Nuno Côrte-Real (n.1971) tem-se afirmado como um dos mais notáveis compositores portugueses da nova geração. A sua obra abriu um espaço próprio no panorama nacional, um espaço de independência conquistado pela afirmação convicta dos valores musicais perenes, da qual resulta um estilo em que a originalidade não está aquém da música, num qualquer sistema compositivo pronto a usar, mas se constrói pela precisão e pela intenção do gesto expressivo, que se atualiza na própria musica, no ato da audição. Sobrepondo o valor da escuta aos valores conceptuais a música reconquista a sua natureza sensível, instaurando-se como lugar de comunicação e emoção. Enquanto organização do tempo a sua obra procura um sentido narrativo, no qual a relação dialética entre consonância e dissonância tende a privilegiar a primeira, enquanto a segunda toma uma função expressiva ou de caracterização dramática. Um dos traços mais marcantes da obra de Côrte-Real tem sido o recurso frequente a poetas portugueses, e a abordagem de temas que problematizam as questões humanas em geral e que refletem o envolvimento espiritual do compositor com o mundo.

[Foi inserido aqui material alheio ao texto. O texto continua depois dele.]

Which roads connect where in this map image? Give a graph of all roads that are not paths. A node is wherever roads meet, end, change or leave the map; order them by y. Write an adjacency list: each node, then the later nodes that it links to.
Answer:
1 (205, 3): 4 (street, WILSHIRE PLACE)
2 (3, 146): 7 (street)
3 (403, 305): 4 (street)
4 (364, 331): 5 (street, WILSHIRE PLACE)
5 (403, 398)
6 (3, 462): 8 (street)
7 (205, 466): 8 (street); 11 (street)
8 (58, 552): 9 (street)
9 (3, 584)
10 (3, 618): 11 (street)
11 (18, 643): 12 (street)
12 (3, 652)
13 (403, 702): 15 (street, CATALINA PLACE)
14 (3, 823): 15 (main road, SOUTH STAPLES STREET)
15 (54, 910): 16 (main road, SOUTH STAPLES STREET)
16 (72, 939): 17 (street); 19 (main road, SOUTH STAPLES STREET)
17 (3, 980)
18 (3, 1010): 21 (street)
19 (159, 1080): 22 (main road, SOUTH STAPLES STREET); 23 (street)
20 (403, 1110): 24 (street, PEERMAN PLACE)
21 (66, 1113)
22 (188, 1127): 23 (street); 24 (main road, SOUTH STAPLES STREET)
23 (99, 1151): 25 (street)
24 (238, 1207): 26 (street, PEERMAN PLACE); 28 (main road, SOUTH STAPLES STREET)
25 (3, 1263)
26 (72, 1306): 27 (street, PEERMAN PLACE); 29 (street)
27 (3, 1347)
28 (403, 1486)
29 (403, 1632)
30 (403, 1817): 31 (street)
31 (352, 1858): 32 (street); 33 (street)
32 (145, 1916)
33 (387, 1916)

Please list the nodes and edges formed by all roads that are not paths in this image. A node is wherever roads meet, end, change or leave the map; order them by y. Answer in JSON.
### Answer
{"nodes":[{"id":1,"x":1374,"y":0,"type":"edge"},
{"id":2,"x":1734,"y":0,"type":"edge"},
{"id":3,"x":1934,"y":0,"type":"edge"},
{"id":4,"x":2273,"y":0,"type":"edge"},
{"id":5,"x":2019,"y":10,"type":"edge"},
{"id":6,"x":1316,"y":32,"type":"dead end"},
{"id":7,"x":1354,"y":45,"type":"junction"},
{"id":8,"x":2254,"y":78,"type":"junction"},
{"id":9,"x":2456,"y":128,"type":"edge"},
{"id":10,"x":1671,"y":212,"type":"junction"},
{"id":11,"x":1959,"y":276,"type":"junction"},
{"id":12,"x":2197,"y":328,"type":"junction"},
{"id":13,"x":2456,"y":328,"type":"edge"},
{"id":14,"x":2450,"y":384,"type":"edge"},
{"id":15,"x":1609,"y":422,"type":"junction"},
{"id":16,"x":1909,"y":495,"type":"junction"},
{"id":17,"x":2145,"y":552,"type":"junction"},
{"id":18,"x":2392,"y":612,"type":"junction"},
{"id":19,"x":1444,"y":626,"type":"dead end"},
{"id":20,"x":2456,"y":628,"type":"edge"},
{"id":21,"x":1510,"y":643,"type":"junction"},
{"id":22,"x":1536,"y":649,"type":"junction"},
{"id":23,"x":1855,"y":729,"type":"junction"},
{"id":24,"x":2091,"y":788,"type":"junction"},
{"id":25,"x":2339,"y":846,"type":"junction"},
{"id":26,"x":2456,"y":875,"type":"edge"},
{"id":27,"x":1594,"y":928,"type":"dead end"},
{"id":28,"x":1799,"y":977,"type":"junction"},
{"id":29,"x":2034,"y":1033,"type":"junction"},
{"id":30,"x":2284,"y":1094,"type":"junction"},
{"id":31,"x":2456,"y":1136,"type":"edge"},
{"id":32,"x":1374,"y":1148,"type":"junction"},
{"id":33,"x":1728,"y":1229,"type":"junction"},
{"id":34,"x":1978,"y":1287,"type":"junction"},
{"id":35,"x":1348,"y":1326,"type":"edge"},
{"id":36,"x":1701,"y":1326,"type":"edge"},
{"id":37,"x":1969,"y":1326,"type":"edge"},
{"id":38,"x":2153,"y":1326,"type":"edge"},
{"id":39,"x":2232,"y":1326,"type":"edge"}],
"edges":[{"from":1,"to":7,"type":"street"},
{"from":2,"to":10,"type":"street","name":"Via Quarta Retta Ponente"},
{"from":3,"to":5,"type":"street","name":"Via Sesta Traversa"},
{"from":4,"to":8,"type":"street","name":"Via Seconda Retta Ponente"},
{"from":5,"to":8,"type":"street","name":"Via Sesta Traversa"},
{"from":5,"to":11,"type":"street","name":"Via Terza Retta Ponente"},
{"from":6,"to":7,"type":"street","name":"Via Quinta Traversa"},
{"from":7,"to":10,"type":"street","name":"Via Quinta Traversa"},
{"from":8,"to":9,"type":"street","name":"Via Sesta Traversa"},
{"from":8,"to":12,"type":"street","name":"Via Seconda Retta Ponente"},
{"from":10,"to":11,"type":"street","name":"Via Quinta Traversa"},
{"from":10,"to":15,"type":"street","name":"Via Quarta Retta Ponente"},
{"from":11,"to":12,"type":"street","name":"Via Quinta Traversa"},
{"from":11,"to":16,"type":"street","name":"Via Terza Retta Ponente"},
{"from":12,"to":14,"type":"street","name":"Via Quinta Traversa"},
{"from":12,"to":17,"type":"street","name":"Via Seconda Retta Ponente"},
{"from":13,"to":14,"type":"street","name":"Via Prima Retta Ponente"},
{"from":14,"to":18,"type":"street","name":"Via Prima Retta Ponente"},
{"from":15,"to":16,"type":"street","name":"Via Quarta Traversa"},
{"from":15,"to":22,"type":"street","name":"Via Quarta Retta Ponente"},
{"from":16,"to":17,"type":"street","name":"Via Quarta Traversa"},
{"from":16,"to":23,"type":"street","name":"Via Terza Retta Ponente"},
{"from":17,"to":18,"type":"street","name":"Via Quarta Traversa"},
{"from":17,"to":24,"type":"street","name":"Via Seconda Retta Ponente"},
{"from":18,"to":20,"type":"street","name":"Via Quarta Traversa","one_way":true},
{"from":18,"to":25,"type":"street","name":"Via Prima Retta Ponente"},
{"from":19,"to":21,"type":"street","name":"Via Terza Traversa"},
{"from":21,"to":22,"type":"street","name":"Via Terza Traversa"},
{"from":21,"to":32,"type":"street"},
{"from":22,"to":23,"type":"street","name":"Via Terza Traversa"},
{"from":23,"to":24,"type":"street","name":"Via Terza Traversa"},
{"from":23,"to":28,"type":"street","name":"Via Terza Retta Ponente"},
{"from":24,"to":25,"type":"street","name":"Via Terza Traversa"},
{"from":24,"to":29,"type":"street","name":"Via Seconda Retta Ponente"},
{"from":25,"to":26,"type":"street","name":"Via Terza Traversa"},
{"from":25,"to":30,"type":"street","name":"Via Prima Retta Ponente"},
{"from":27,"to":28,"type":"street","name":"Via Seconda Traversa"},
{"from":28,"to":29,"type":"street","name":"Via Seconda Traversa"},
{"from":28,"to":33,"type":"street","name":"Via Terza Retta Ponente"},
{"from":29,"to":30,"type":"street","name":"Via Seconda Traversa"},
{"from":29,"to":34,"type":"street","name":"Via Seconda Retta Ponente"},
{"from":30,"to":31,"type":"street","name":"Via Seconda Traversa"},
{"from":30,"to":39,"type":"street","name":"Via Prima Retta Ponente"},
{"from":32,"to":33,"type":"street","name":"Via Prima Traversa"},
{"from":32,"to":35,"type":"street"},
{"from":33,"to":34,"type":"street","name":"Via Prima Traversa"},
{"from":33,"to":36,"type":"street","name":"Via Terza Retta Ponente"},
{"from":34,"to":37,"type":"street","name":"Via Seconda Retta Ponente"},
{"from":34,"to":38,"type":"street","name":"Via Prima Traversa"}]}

Pranto Op.17, composta em 2002, originalmente para dois clarinetes baixo, é uma peça de circunstância criada para o amigo clarinetista Fausto Corneo, numa altura em que, tal como o compositor, terminava o seu curso no Conservatório de Roterdão, onde a peça viria a ser estreada. É uma obra intuitiva, de imaginação, sem intenções construtivas, um lamento a duas vozes onde, de certo modo, está presente a ideia de um adeus. A simplicidade e versatilidade da escrita permitiram a adaptação a novas instrumentações para cordas, ganhando assim novas nuances expressivas.